Plus surprenant encore, parmi les personnes évoquant des difficultés physiques et psychologiques en lien avec l’exercice de leur métier, les 18-24 ans sont pour la première fois sur-représentés (80 %, +11 points par rapport à la moyenne des infirmiers). Pour les auteurs de l’enquête, cela témoigne du « manque de préparation à la réalité du métier au sein des Instituts de formations en soins infirmiers (Ifsi) ».
Absentéisme important
Quant à Charlotte Kerbrat, elle considère que le gouvernement qui vient d’annoncer 2 000 places supplémentaires en Ifsi à la rentrée prochaine, « ne se penche pas assez sur l’accompagnement psychologique et bien-être des étudiants ».
Si les difficultés rencontrées sont nombreuses, certaines se veulent plus alarmantes : un tiers des infirmiers (33 %) déclarent rencontrer des difficultés dans leurs relations avec leur hiérarchie (difficultés managériales, harcèlement, maltraitance, pression hiérarchique). Ils sont également 28 % à mentionner la peur de faire des erreurs, ce qui est le signe « d’une situation de travail et d’un état d’esprit au travail dégradés », analysent les auteurs de l’enquête.
Sans surprise, cette accumulation de difficultés engendre un absentéisme important.

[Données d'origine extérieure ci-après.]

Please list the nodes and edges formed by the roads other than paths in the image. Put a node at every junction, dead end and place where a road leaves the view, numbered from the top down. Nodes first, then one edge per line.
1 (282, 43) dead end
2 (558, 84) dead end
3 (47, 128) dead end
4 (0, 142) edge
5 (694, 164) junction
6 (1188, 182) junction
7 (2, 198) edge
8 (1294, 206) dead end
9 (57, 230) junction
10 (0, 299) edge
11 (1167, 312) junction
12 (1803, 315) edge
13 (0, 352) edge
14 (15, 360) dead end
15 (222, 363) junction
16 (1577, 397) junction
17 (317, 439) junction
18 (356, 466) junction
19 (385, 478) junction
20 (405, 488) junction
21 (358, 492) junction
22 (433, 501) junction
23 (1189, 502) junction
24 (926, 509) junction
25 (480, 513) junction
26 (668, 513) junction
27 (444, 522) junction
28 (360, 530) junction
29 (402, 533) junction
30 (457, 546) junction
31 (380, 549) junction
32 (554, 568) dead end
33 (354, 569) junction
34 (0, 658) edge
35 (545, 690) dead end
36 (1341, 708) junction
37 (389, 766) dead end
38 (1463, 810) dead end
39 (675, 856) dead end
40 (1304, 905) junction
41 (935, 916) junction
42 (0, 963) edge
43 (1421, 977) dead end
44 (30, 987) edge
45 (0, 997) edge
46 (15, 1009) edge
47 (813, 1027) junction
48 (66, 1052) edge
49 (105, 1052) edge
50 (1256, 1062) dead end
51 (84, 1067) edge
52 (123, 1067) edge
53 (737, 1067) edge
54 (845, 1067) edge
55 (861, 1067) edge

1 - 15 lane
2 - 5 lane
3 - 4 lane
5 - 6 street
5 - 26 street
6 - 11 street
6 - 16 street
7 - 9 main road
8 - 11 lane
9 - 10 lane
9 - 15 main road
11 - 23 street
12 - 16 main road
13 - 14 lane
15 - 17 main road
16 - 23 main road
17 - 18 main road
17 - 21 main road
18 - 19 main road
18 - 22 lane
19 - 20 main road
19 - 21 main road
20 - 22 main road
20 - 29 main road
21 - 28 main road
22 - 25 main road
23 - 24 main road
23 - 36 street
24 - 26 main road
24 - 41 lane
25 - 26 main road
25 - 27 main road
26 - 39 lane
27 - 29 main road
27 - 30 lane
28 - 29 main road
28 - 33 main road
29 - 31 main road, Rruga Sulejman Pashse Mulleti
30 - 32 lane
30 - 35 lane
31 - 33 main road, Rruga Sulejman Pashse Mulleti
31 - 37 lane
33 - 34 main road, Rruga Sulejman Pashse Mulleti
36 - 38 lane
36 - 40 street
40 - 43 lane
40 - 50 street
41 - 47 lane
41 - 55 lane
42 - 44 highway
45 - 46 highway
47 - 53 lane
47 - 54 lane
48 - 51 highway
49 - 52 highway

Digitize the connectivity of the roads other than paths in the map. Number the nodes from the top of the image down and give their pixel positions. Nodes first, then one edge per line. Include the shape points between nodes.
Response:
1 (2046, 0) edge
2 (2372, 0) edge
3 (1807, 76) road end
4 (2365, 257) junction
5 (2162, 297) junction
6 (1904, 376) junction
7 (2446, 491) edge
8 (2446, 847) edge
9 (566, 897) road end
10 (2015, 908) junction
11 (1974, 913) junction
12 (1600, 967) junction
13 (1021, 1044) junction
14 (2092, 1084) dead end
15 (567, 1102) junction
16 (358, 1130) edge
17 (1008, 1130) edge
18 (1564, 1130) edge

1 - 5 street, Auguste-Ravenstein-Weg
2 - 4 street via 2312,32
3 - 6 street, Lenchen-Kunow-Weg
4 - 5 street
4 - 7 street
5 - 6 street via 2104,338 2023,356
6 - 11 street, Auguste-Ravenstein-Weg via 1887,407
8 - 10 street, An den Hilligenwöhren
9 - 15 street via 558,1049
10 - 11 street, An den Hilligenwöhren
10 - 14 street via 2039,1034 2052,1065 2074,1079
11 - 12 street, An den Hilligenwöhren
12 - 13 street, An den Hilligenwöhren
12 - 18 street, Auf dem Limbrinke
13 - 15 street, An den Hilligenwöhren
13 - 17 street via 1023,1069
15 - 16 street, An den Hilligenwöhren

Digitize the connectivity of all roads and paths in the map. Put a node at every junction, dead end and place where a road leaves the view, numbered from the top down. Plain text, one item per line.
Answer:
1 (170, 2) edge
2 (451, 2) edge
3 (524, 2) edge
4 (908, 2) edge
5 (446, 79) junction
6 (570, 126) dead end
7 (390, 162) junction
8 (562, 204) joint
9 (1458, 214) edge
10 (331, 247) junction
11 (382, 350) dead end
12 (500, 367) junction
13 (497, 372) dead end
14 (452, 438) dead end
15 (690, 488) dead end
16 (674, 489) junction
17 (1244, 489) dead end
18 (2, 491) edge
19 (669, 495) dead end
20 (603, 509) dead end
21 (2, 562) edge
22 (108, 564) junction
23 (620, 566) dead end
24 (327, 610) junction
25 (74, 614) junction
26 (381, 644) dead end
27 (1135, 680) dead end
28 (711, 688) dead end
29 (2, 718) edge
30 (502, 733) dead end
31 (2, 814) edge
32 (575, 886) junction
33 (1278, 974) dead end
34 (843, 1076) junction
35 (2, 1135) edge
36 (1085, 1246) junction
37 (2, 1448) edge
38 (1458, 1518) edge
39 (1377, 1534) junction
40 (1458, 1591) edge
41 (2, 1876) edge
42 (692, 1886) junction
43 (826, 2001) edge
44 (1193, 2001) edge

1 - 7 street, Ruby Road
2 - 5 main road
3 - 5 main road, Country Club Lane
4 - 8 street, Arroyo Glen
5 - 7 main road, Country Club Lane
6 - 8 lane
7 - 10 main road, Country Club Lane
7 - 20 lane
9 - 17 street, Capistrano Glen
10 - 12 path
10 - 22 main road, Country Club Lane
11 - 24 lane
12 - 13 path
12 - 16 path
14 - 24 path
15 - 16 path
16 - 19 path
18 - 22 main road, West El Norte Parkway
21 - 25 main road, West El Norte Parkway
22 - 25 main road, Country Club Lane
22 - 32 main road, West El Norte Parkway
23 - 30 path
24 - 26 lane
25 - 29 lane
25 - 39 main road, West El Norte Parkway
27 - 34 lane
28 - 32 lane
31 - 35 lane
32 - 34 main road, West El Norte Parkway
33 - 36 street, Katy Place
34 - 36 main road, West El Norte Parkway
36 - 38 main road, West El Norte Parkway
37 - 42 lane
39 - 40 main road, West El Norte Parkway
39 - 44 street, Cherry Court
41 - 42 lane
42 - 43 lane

En moyenne, les infirmiers sont arrêtés 17 jours par an, contre 9,7 jours pour les salariés français. L’absentéisme « moyennement long » - entre 5 et 49 jours par an - est également plus important chez les infirmiers que pour le reste de la population française (35 % contre 27 %), tout comme l’absentéisme long - 50 jours et plus - (14 % contre 7 %).
Priorité à l'augmentation des effectifs
Interrogés sur l’efficacité des mesures proposées par Emmanuel Macron pour remédier aux difficultés du secteur de la santé, la majorité des infirmiers expriment leur insatisfaction. 49 % jugent « efficace » la formation de nouveaux médecins, 45 % la suppression du numerus clausus, 44 % la création du métier d’infirmier en pratique avancée (IPA). Une grande majorité des infirmiers pensent même que la sortie des 35 heures hebdomadaires et l’octroi de davantage de responsabilités aux infirmiers commençant leur carrière sont deux mesures inefficaces.
Or, pour la plupart des répondants, d’autres solutions devraient être mises en place en priorité au sein des structures médicales : augmenter les effectifs (prioritaire pour 95 % d’entre eux), augmenter les rémunérations (89 %), réduire la charge administrative (72 %), augmenter les moyens matériels (69 %) ou changer les méthodes de management et le fonctionnement des relations hiérarchiques (75 %).
Des résultats qui montrent que les solutions mises en place par le gouvernement doivent « tenir compte des demandes de terrain », sous peine de « pédaler dans le vide », estime Charlotte Kerbrat.
L’enquête a été adressée à la communauté d’infirmiers en ligne de Charlotte K. 4 183 infirmiers ont répondu à un questionnaire auto-administré en ligne du 6 au 30 mars 2023.